■ What you are asked to do ■
Nothing but the images should be left out when the entries are restated word for word.

■ Material supplied ■
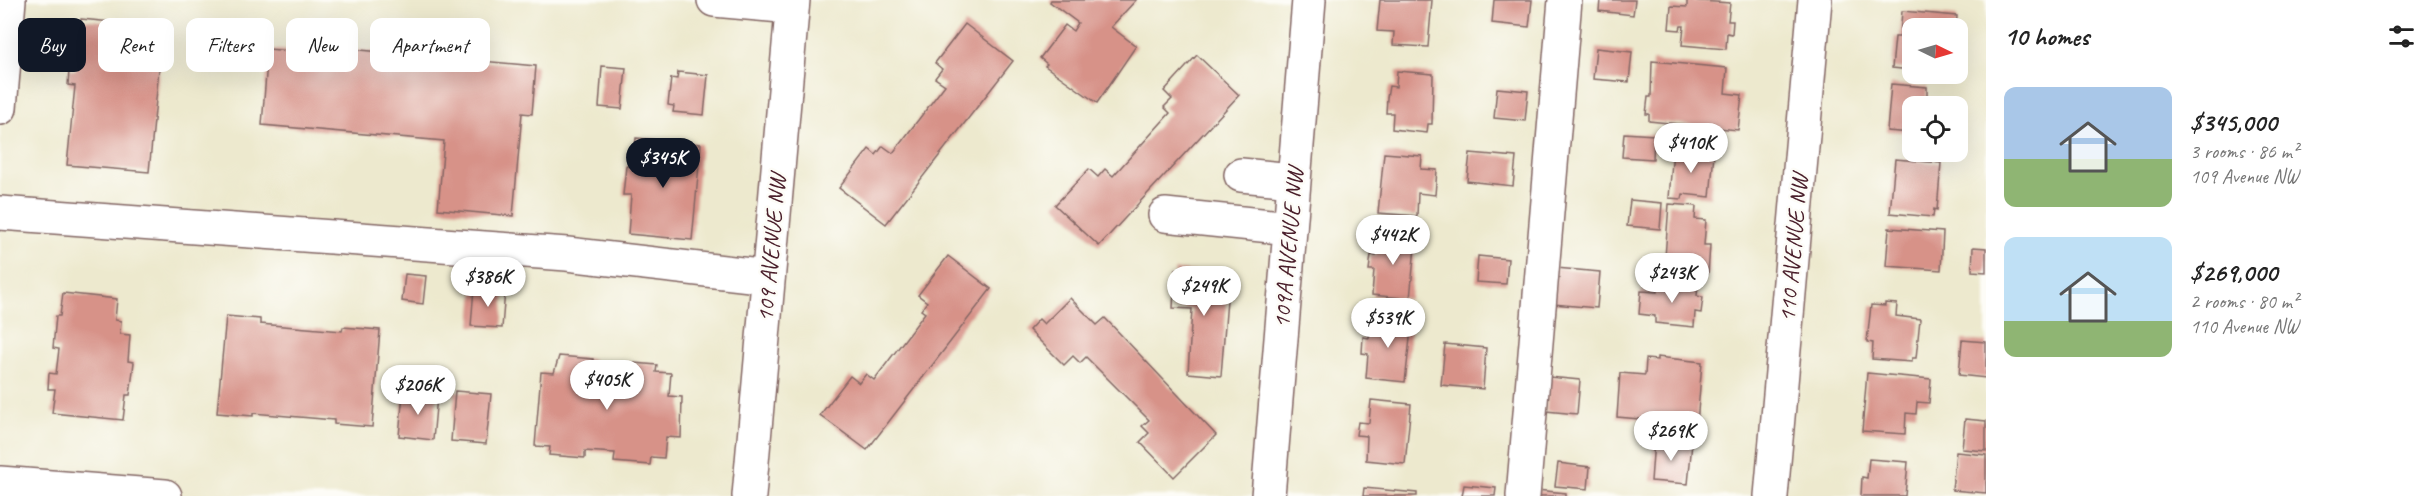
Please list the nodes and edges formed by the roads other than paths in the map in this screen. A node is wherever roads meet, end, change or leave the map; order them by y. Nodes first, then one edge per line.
1 (9, 0) edge
2 (714, 0) edge
3 (1309, 0) edge
4 (1565, 0) edge
5 (1815, 0) edge
6 (793, 3) edge
7 (0, 108) edge
8 (1241, 175) dead end
9 (1293, 180) junction
10 (0, 213) edge
11 (1165, 214) dead end
12 (1290, 228) junction
13 (768, 277) junction
14 (0, 483) edge
15 (165, 496) edge
16 (749, 496) edge
17 (1268, 496) edge
18 (1522, 496) edge
19 (1771, 496) edge

1 - 7 street
2 - 6 street
3 - 9 street, 109A AVENUE NW
4 - 18 street
5 - 19 street, 110 AVENUE NW
6 - 13 street, 109 AVENUE NW
8 - 9 street
9 - 12 street, 109A AVENUE NW
10 - 13 street
11 - 12 street
12 - 17 street, 109A AVENUE NW
13 - 16 street, 109 AVENUE NW
14 - 15 street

■ Answer to this problem ■
Please list the nodes and edges formed by the roads other than paths in the map in this screen. A node is wherever roads meet, end, change or leave the map; order them by y. Nodes first, then one edge per line.
1 (9, 0) edge
2 (714, 0) edge
3 (1309, 0) edge
4 (1565, 0) edge
5 (1815, 0) edge
6 (793, 3) edge
7 (0, 108) edge
8 (1241, 175) dead end
9 (1293, 180) junction
10 (0, 213) edge
11 (1165, 214) dead end
12 (1290, 228) junction
13 (768, 277) junction
14 (0, 483) edge
15 (165, 496) edge
16 (749, 496) edge
17 (1268, 496) edge
18 (1522, 496) edge
19 (1771, 496) edge

1 - 7 street
2 - 6 street
3 - 9 street, 109A AVENUE NW
4 - 18 street
5 - 19 street, 110 AVENUE NW
6 - 13 street, 109 AVENUE NW
8 - 9 street
9 - 12 street, 109A AVENUE NW
10 - 13 street
11 - 12 street
12 - 17 street, 109A AVENUE NW
13 - 16 street, 109 AVENUE NW
14 - 15 street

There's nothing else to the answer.